**What to produce:** In full and without alteration, output each record given here.

Input data START

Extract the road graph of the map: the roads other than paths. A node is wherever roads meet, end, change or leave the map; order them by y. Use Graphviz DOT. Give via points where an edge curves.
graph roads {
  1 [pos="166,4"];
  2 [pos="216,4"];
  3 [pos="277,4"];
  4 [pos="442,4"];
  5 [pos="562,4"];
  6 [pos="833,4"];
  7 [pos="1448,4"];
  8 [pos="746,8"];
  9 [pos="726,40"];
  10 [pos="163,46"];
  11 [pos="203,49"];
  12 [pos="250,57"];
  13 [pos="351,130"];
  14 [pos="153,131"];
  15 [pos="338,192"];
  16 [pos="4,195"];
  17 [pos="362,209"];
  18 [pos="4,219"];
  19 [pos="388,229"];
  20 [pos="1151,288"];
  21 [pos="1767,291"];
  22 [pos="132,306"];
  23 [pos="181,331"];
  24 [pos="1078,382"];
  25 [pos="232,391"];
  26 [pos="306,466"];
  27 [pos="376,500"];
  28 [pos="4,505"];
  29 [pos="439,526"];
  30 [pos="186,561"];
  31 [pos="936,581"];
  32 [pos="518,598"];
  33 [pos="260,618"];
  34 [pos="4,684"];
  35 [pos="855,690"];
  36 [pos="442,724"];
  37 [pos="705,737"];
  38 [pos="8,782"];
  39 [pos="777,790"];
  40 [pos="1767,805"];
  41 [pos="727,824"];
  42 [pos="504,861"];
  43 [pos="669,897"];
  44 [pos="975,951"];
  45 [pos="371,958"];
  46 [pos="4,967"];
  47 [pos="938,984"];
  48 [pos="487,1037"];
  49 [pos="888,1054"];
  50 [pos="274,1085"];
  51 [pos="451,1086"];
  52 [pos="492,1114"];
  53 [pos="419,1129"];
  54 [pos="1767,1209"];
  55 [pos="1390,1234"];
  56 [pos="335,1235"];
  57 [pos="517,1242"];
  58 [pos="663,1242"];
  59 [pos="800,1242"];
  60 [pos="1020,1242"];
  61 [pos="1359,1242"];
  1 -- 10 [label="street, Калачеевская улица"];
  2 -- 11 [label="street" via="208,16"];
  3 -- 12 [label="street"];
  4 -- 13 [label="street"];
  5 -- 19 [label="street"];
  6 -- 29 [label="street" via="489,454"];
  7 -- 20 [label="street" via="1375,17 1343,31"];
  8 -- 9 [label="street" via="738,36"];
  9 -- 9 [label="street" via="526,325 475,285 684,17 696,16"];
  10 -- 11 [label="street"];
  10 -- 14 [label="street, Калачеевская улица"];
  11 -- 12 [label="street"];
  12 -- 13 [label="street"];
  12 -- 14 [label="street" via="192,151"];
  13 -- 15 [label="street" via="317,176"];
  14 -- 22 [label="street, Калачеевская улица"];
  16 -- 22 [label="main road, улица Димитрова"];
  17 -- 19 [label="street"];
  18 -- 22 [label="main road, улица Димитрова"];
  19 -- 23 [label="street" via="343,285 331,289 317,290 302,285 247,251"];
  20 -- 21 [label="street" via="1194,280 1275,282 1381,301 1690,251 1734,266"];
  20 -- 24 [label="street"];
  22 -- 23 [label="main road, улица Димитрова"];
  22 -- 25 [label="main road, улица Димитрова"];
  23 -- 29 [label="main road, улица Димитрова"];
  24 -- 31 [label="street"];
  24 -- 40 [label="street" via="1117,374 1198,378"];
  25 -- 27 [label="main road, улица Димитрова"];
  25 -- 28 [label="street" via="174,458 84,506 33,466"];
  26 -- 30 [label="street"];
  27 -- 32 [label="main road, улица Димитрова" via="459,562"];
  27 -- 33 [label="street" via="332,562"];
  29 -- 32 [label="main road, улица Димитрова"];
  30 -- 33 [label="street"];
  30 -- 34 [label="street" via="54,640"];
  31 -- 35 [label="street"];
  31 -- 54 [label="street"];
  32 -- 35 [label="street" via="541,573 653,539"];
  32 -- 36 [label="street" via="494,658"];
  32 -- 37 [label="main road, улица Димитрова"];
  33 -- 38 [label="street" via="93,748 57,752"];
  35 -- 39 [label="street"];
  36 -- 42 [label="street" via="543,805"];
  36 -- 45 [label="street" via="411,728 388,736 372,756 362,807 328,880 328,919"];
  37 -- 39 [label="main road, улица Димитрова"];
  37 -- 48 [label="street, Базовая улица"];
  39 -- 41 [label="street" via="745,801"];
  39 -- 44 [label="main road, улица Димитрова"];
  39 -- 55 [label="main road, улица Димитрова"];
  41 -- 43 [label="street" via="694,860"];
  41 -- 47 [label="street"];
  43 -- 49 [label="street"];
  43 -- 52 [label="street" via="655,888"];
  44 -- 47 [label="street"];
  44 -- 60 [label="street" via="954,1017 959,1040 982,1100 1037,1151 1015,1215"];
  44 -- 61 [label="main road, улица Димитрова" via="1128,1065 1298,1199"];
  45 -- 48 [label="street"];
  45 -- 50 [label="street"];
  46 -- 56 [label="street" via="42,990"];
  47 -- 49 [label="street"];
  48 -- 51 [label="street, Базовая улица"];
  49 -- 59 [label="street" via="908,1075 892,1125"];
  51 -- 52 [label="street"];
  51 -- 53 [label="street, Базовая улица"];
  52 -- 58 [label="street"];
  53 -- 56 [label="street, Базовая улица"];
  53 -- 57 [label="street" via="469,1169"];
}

Input data END

**Result of this task:**
Extract the road graph of the map: the roads other than paths. A node is wherever roads meet, end, change or leave the map; order them by y. Use Graphviz DOT. Give via points where an edge curves.
graph roads {
  1 [pos="166,4"];
  2 [pos="216,4"];
  3 [pos="277,4"];
  4 [pos="442,4"];
  5 [pos="562,4"];
  6 [pos="833,4"];
  7 [pos="1448,4"];
  8 [pos="746,8"];
  9 [pos="726,40"];
  10 [pos="163,46"];
  11 [pos="203,49"];
  12 [pos="250,57"];
  13 [pos="351,130"];
  14 [pos="153,131"];
  15 [pos="338,192"];
  16 [pos="4,195"];
  17 [pos="362,209"];
  18 [pos="4,219"];
  19 [pos="388,229"];
  20 [pos="1151,288"];
  21 [pos="1767,291"];
  22 [pos="132,306"];
  23 [pos="181,331"];
  24 [pos="1078,382"];
  25 [pos="232,391"];
  26 [pos="306,466"];
  27 [pos="376,500"];
  28 [pos="4,505"];
  29 [pos="439,526"];
  30 [pos="186,561"];
  31 [pos="936,581"];
  32 [pos="518,598"];
  33 [pos="260,618"];
  34 [pos="4,684"];
  35 [pos="855,690"];
  36 [pos="442,724"];
  37 [pos="705,737"];
  38 [pos="8,782"];
  39 [pos="777,790"];
  40 [pos="1767,805"];
  41 [pos="727,824"];
  42 [pos="504,861"];
  43 [pos="669,897"];
  44 [pos="975,951"];
  45 [pos="371,958"];
  46 [pos="4,967"];
  47 [pos="938,984"];
  48 [pos="487,1037"];
  49 [pos="888,1054"];
  50 [pos="274,1085"];
  51 [pos="451,1086"];
  52 [pos="492,1114"];
  53 [pos="419,1129"];
  54 [pos="1767,1209"];
  55 [pos="1390,1234"];
  56 [pos="335,1235"];
  57 [pos="517,1242"];
  58 [pos="663,1242"];
  59 [pos="800,1242"];
  60 [pos="1020,1242"];
  61 [pos="1359,1242"];
  1 -- 10 [label="street, Калачеевская улица"];
  2 -- 11 [label="street" via="208,16"];
  3 -- 12 [label="street"];
  4 -- 13 [label="street"];
  5 -- 19 [label="street"];
  6 -- 29 [label="street" via="489,454"];
  7 -- 20 [label="street" via="1375,17 1343,31"];
  8 -- 9 [label="street" via="738,36"];
  9 -- 9 [label="street" via="526,325 475,285 684,17 696,16"];
  10 -- 11 [label="street"];
  10 -- 14 [label="street, Калачеевская улица"];
  11 -- 12 [label="street"];
  12 -- 13 [label="street"];
  12 -- 14 [label="street" via="192,151"];
  13 -- 15 [label="street" via="317,176"];
  14 -- 22 [label="street, Калачеевская улица"];
  16 -- 22 [label="main road, улица Димитрова"];
  17 -- 19 [label="street"];
  18 -- 22 [label="main road, улица Димитрова"];
  19 -- 23 [label="street" via="343,285 331,289 317,290 302,285 247,251"];
  20 -- 21 [label="street" via="1194,280 1275,282 1381,301 1690,251 1734,266"];
  20 -- 24 [label="street"];
  22 -- 23 [label="main road, улица Димитрова"];
  22 -- 25 [label="main road, улица Димитрова"];
  23 -- 29 [label="main road, улица Димитрова"];
  24 -- 31 [label="street"];
  24 -- 40 [label="street" via="1117,374 1198,378"];
  25 -- 27 [label="main road, улица Димитрова"];
  25 -- 28 [label="street" via="174,458 84,506 33,466"];
  26 -- 30 [label="street"];
  27 -- 32 [label="main road, улица Димитрова" via="459,562"];
  27 -- 33 [label="street" via="332,562"];
  29 -- 32 [label="main road, улица Димитрова"];
  30 -- 33 [label="street"];
  30 -- 34 [label="street" via="54,640"];
  31 -- 35 [label="street"];
  31 -- 54 [label="street"];
  32 -- 35 [label="street" via="541,573 653,539"];
  32 -- 36 [label="street" via="494,658"];
  32 -- 37 [label="main road, улица Димитрова"];
  33 -- 38 [label="street" via="93,748 57,752"];
  35 -- 39 [label="street"];
  36 -- 42 [label="street" via="543,805"];
  36 -- 45 [label="street" via="411,728 388,736 372,756 362,807 328,880 328,919"];
  37 -- 39 [label="main road, улица Димитрова"];
  37 -- 48 [label="street, Базовая улица"];
  39 -- 41 [label="street" via="745,801"];
  39 -- 44 [label="main road, улица Димитрова"];
  39 -- 55 [label="main road, улица Димитрова"];
  41 -- 43 [label="street" via="694,860"];
  41 -- 47 [label="street"];
  43 -- 49 [label="street"];
  43 -- 52 [label="street" via="655,888"];
  44 -- 47 [label="street"];
  44 -- 60 [label="street" via="954,1017 959,1040 982,1100 1037,1151 1015,1215"];
  44 -- 61 [label="main road, улица Димитрова" via="1128,1065 1298,1199"];
  45 -- 48 [label="street"];
  45 -- 50 [label="street"];
  46 -- 56 [label="street" via="42,990"];
  47 -- 49 [label="street"];
  48 -- 51 [label="street, Базовая улица"];
  49 -- 59 [label="street" via="908,1075 892,1125"];
  51 -- 52 [label="street"];
  51 -- 53 [label="street, Базовая улица"];
  52 -- 58 [label="street"];
  53 -- 56 [label="street, Базовая улица"];
  53 -- 57 [label="street" via="469,1169"];
}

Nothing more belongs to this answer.